Contra a tendência geral de transformação de baixo carbono na indústria manufatureira, mais e mais pequenos fabricantes estão começando a considerar a substituição de empilhadeiras tradicionais de combustão interna por modelos elétricos, para atender a requisitos de proteção ambiental cada vez mais rígidos, reduzir os custos de uso a longo prazo e criar um ambiente operacional mais seguro em oficinas fechadas. Ao contrário das grandes empresas manufatureiras com reservas de capital suficientes, sistemas completos de instalações e equipes profissionais de gerenciamento de logística, as pequenas e micro entidades manufatureiras costumam encontrar uma série de obstáculos práticos únicos no processo de promoção da substituição.

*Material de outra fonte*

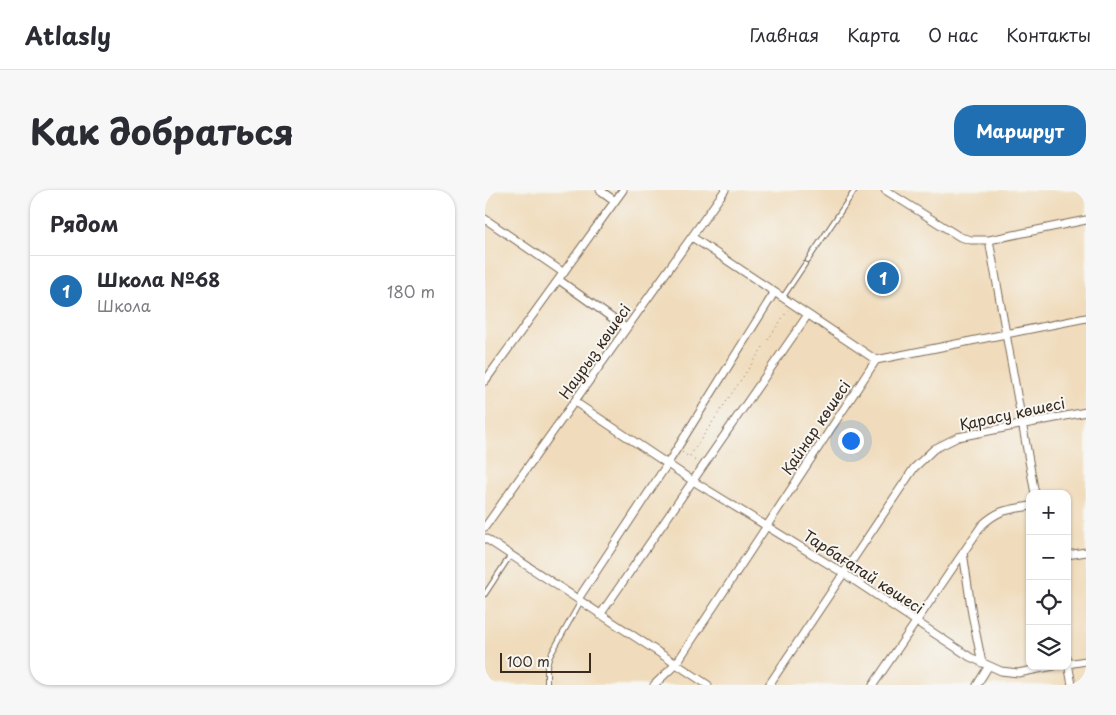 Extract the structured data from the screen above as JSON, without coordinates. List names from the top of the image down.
{
  "streets": {
    "street": [
      "Наурыз көшесі",
      "Қарасу көшесі",
      "Қайнар көшесі",
      "Тарбағатай көшесі"
    ]
  },
  "crossings": [
    ["Наурыз көшесі", "Тарбағатай көшесі"],
    ["Қарасу көшесі", "Тарбағатай көшесі"],
    ["Қайнар көшесі", "Тарбағатай көшесі"]
  ],
  "scale_bar": "100 m",
  "page": {
    "header": "Atlasly",
    "nav": [
      "Главная",
      "Карта",
      "О нас",
      "Контакты"
    ],
    "title": "Как добраться",
    "buttons": "Маршрут",
    "heading": "Рядом",
    "list": [
      {
        "mark": "1",
        "name": "Школа №68",
        "note": "Школа",
        "value": "180 m"
      }
    ],
    "pins": "1",
    "map_buttons": ["+", "−"],
    "scale": "100 m"
  }
} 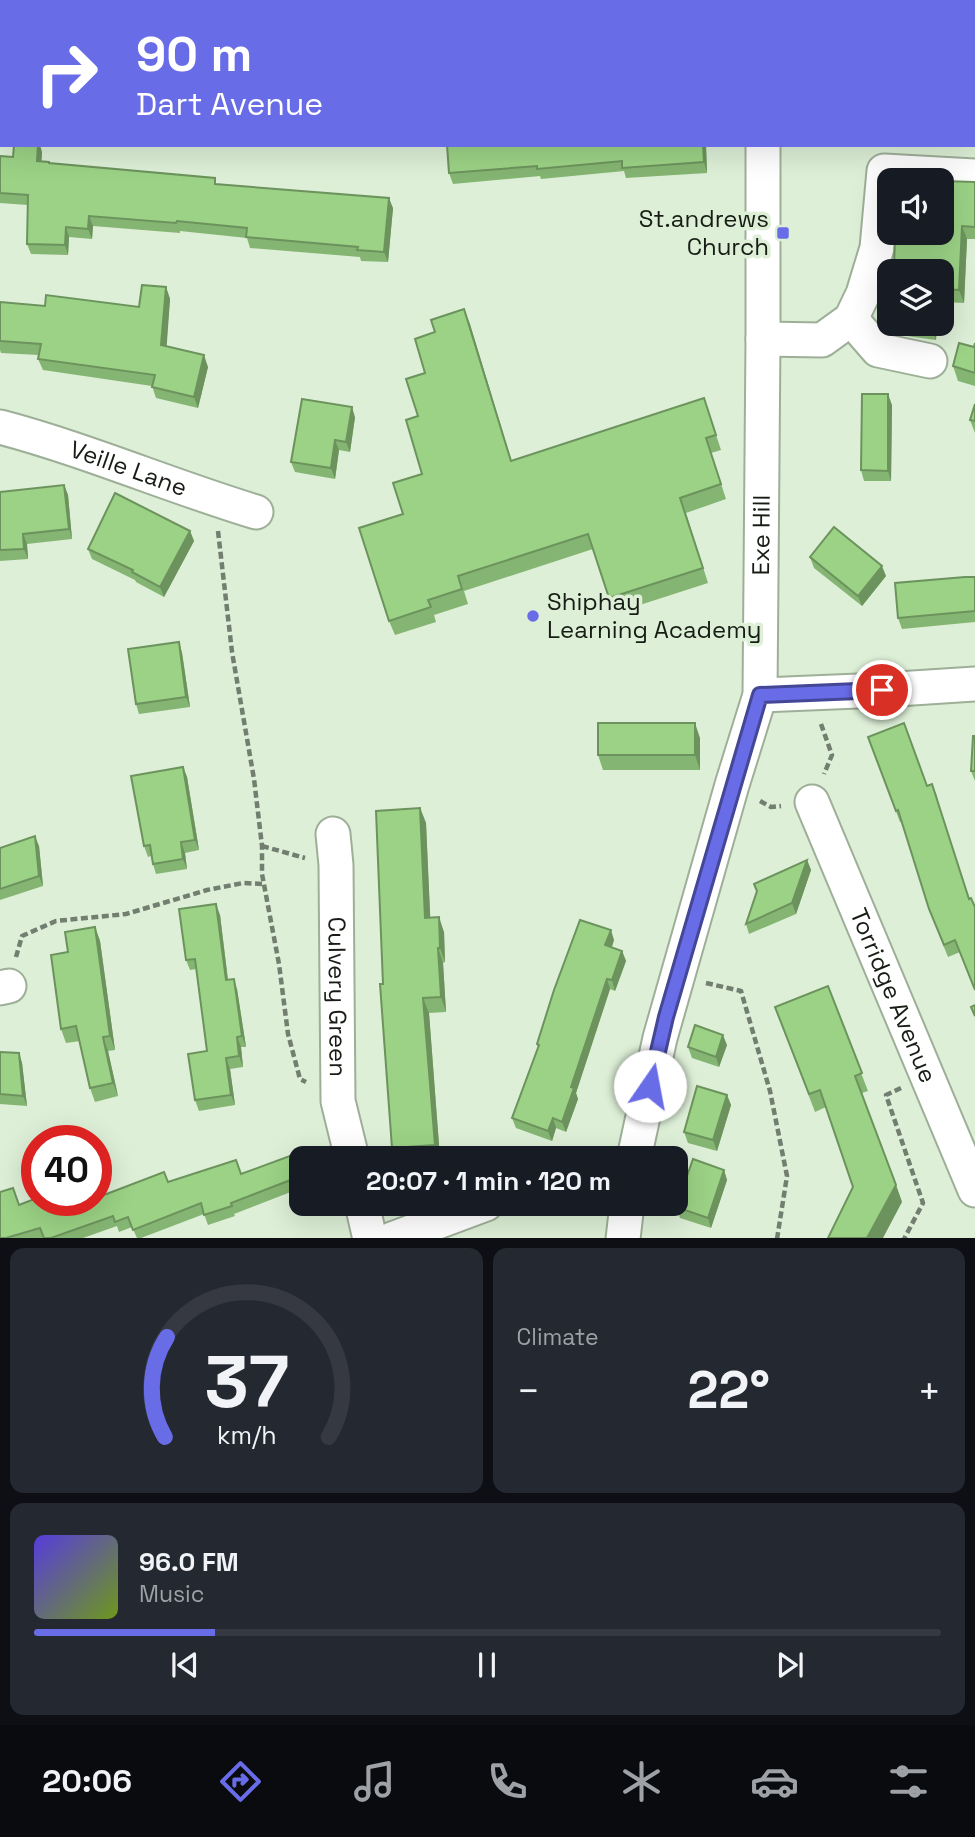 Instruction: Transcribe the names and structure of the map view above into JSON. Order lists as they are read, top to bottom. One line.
{"streets":{"street":["Veille Lane","Exe Hill","Torridge Avenue","Culvery Green"]},"places":{"transit":["St.andrews Church"],"other":["Shiphay Learning Academy"]},"page":{"turn":["90 m","Dart Avenue"],"limit":"40","trip":"20:07 · 1 min · 120 m","tile":"Climate","heat":["−","22°","+"],"song":["96.0 FM","Music"],"tabs":"20:06","gauge":["37","km/h"]}} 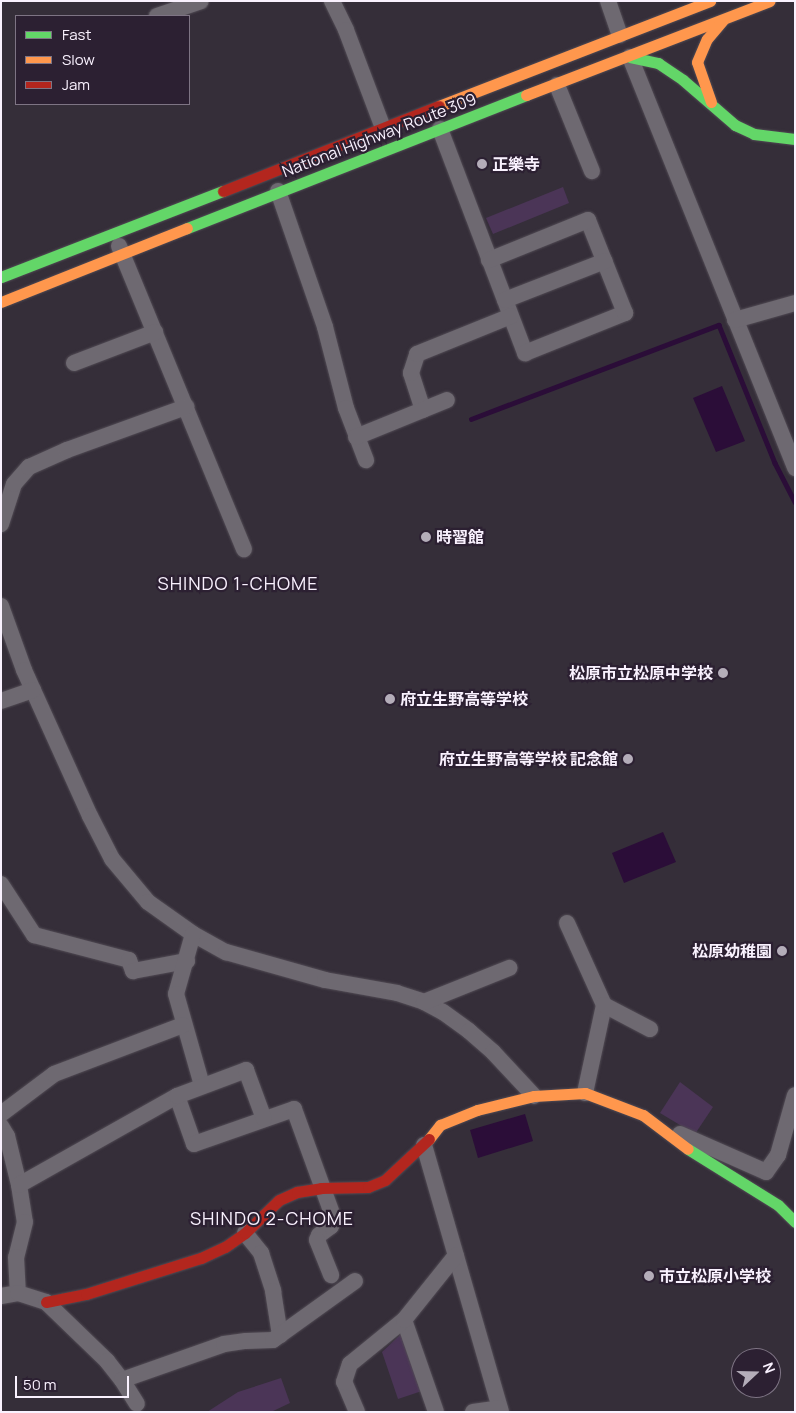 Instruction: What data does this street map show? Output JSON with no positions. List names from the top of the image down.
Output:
{
  "streets": {
    "main road": ["National Highway Route 309"]
  },
  "districts": ["SHINDO 1-CHOME", "SHINDO 2-CHOME"],
  "places": [
    "正樂寺",
    "時習館",
    "松原市立松原中学校",
    "府立生野高等学校",
    "府立生野高等学校 記念館",
    "松原幼稚園",
    "市立松原小学校"
  ],
  "legend": ["Fast", "Slow", "Jam"],
  "scale_bar": "50 m",
  "north": "right"
} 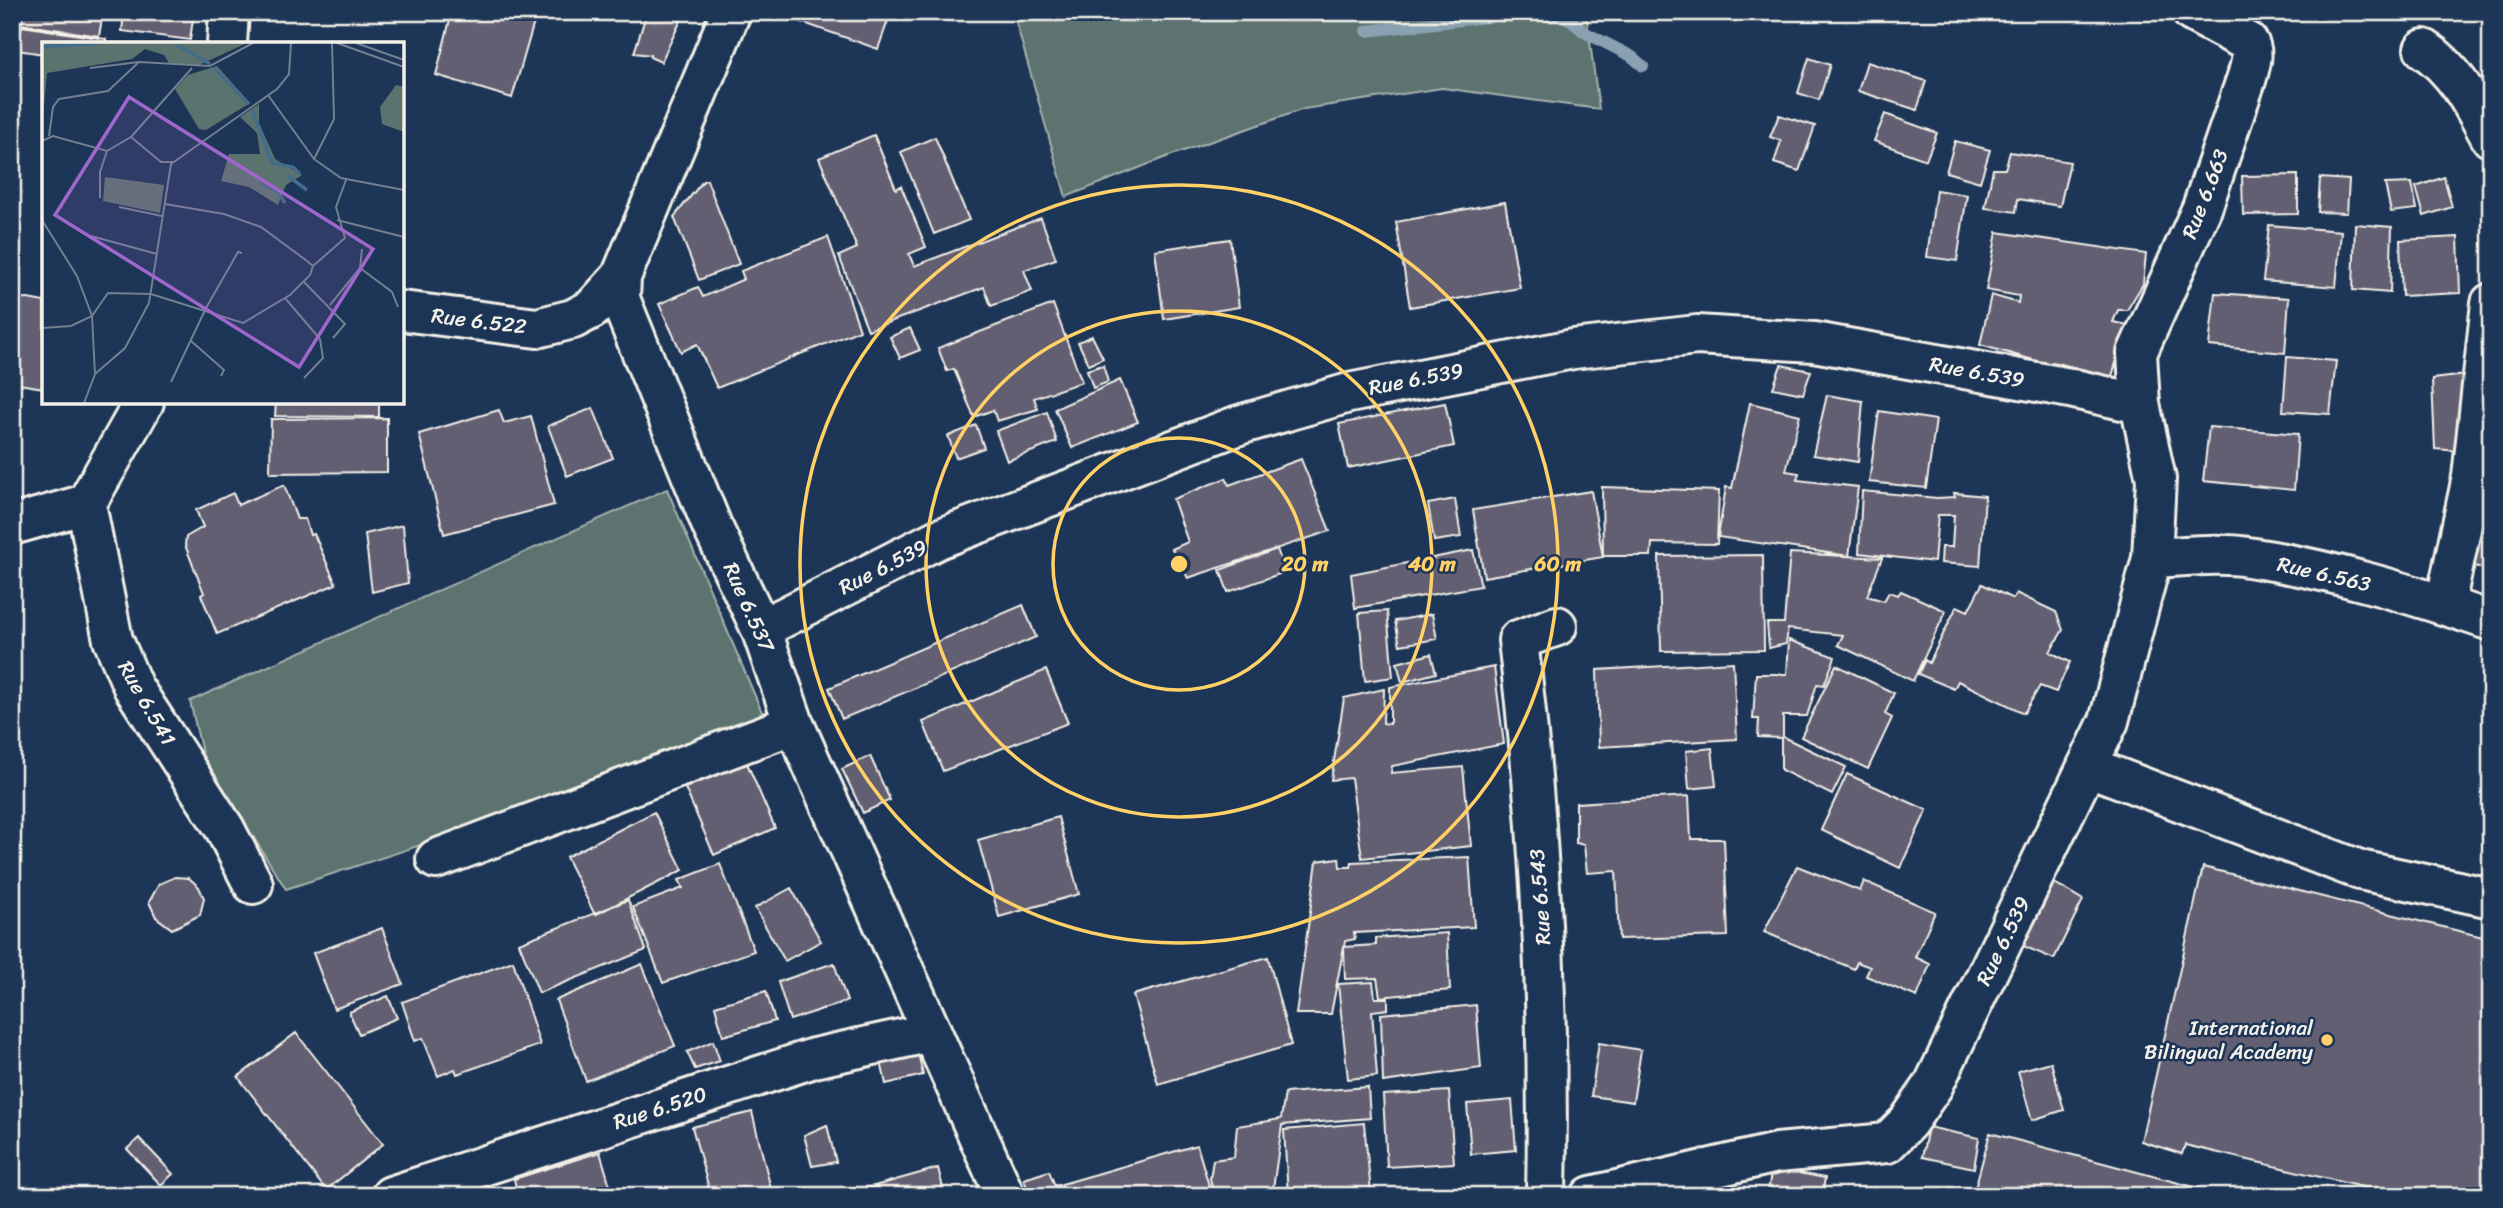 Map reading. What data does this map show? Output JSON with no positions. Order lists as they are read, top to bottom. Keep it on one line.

O primeiro desafio proeminente vem da pressão do investimento inicial de capital. O custo inicial de compra de uma única empilhadeira elétrica é geralmente maior do que o de um modelo movido a combustível com a mesma capacidade de carga, que ocupa uma proporção não desprezível no fluxo de caixa restrito de pequenos fabricantes. A maioria das pequenas fábricas precisa alocar fundos limitados para aquisição de matéria-prima, pagamento de salários de funcionários e manutenção da linha de produção, e geralmente leva um longo ciclo de retorno para compensar o investimento inicial economizando combustível e custos diários de manutenção. Uma vez que a empresa enfrente flutuações sazonais de pedidos, a pressão do volume de negócios de capital aumentará ainda mais.
O segundo desafio principal está na adaptação da infraestrutura de carregamento de suporte. Muitos pequenos fabricantes alugam áreas de fábrica que não permitem a transformação da rede elétrica em grande escala e a instalação de pilha de carregamento fixa. O layout original do armazém e da oficina não reserva uma área especial de carregamento e substituição da bateria, e a carga de energia existente da planta não pode suportar o carregamento simultâneo de várias empilhadeiras elétricas. Sem um planejamento prévio razoável, podem ocorrer situações como perda repentina de energia das empilhadeiras no período de pico de manuseio do material, o que interromperá o ritmo normal de produção.
O terceiro desafio comum é a falta de experiência em operação e manutenção e treinamento de pessoal. A maioria dos operadores de linha de frente de pequenas fábricas está acostumada à lógica de operação das empilhadeiras de combustão interna tradicionais e precisa de um certo período de aprendizado para dominar o uso correto de empilhadeiras elétricas, manutenção diária da bateria e julgamento de falhas comuns. Não há posto de manutenção de equipamentos logísticos especiais na maioria dos pequenos locais de fabricação, e a operação inadequada reduzirá a vida útil das baterias de empilhadeiras e aumentará custos adicionais desnecessários.
O quarto desafio é a adequação da adaptabilidade às condições de trabalho. Para pequenos fabricantes que realizam produção contínua de dois ou três turnos, a vida útil padrão da bateria de empilhadeiras elétricas comuns pode não ser capaz de cobrir a demanda de operação de carga total de todo o turno, e a configuração adicional de baterias sobressalentes aumentará ainda mais o custo de entrada. Esses obstáculos não são intransponíveis e os pequenos fabricantes podem realizar a transição suave da eletrificação do manuseio de materiais fazendo planos de transformação em fases combinados com suas próprias características de operação.